(Beginning of RECORDS TO PROCESS)

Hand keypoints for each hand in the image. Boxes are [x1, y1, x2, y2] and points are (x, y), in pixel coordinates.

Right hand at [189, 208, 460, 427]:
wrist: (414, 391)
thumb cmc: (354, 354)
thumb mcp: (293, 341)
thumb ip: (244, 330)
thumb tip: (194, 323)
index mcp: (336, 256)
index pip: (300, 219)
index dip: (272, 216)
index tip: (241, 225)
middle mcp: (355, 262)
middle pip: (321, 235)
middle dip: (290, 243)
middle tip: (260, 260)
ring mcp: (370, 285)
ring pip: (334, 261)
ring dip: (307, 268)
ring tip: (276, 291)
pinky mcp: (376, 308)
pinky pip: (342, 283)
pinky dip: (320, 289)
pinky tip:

(End of RECORDS TO PROCESS)

Only a number is needed here: how many lines of the data include the word "index"?

YOUR RESPONSE:
4